Exercise material Start Marker
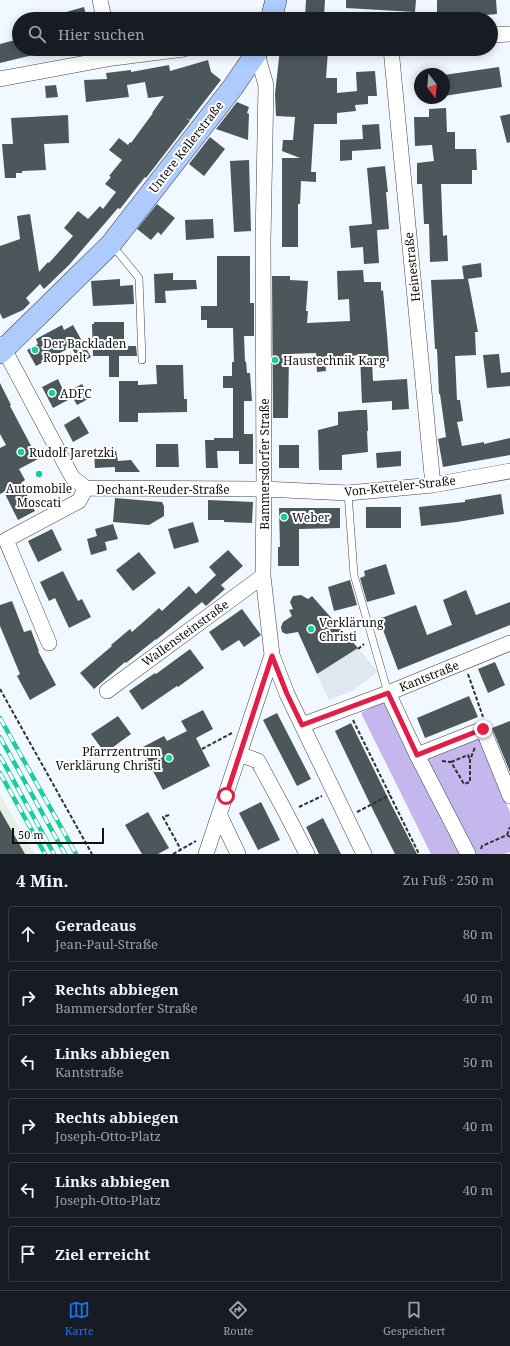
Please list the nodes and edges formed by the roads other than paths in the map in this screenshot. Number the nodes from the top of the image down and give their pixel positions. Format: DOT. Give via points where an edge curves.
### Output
graph roads {
  1 [pos="100,0"];
  2 [pos="276,0"];
  3 [pos="103,12"];
  4 [pos="273,12"];
  5 [pos="510,34"];
  6 [pos="498,35"];
  7 [pos="99,56"];
  8 [pos="250,56"];
  9 [pos="255,56"];
  10 [pos="392,56"];
  11 [pos="0,79"];
  12 [pos="111,244"];
  13 [pos="1,349"];
  14 [pos="142,360"];
  15 [pos="510,471"];
  16 [pos="433,485"];
  17 [pos="86,488"];
  18 [pos="264,489"];
  19 [pos="348,493"];
  20 [pos="263,576"];
  21 [pos="49,643"];
  22 [pos="510,643"];
  23 [pos="272,656"];
  24 [pos="107,691"];
  25 [pos="388,693"];
  26 [pos="302,725"];
  27 [pos="239,754"];
  28 [pos="417,755"];
  29 [pos="510,796"];
  30 [pos="220,816"];
  31 [pos="474,853"];
  32 [pos="206,854"];
  33 [pos="238,854"];
  34 [pos="307,854"];
  35 [pos="364,854"];
  1 -- 3 [label="street"];
  2 -- 4 [label="street"];
  5 -- 6 [label="street"];
  7 -- 11 [label="street"];
  8 -- 12 [label="street, Untere Kellerstraße" via="232,87"];
  9 -- 18 [label="street, Bammersdorfer Straße" via="266,85 263,241"];
  10 -- 16 [label="street, Heinestraße"];
  12 -- 13 [label="street, Untere Kellerstraße"];
  12 -- 14 [label="lane" via="139,278"];
  13 -- 17 [label="street, Dechant-Reuder-Straße" via="73,478"];
  15 -- 16 [label="street, Von-Ketteler-Straße"];
  16 -- 19 [label="street, Von-Ketteler-Straße"];
  17 -- 18 [label="street, Dechant-Reuder-Straße"];
  17 -- 21 [label="street" via="79,502 6,540"];
  18 -- 19 [label="street, Von-Ketteler-Straße"];
  18 -- 20 [label="street, Bammersdorfer Straße"];
  19 -- 25 [label="lane" via="354,575"];
  20 -- 23 [label="street, Bammersdorfer Straße"];
  20 -- 24 [label="street, Wallensteinstraße"];
  22 -- 25 [label="street, Kantstraße"];
  23 -- 26 [label="street, Bammersdorfer Straße"];
  23 -- 27 [label="street"];
  25 -- 26 [label="street, Kantstraße"];
  25 -- 28 [label="street"];
  26 -- 35 [label="street, Bammersdorfer Straße"];
  27 -- 30 [label="street"];
  27 -- 34 [label="street" via="258,761"];
  28 -- 29 [label="street" via="483,729"];
  28 -- 31 [label="street"];
  30 -- 32 [label="street"];
  30 -- 33 [label="street"];
}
Exercise material End Marker
### Assigned task
Whenever a line in the records above contains the string "roads", copy that line.

### Expected output
Please list the nodes and edges formed by the roads other than paths in the map in this screenshot. Number the nodes from the top of the image down and give their pixel positions. Format: DOT. Give via points where an edge curves.
graph roads {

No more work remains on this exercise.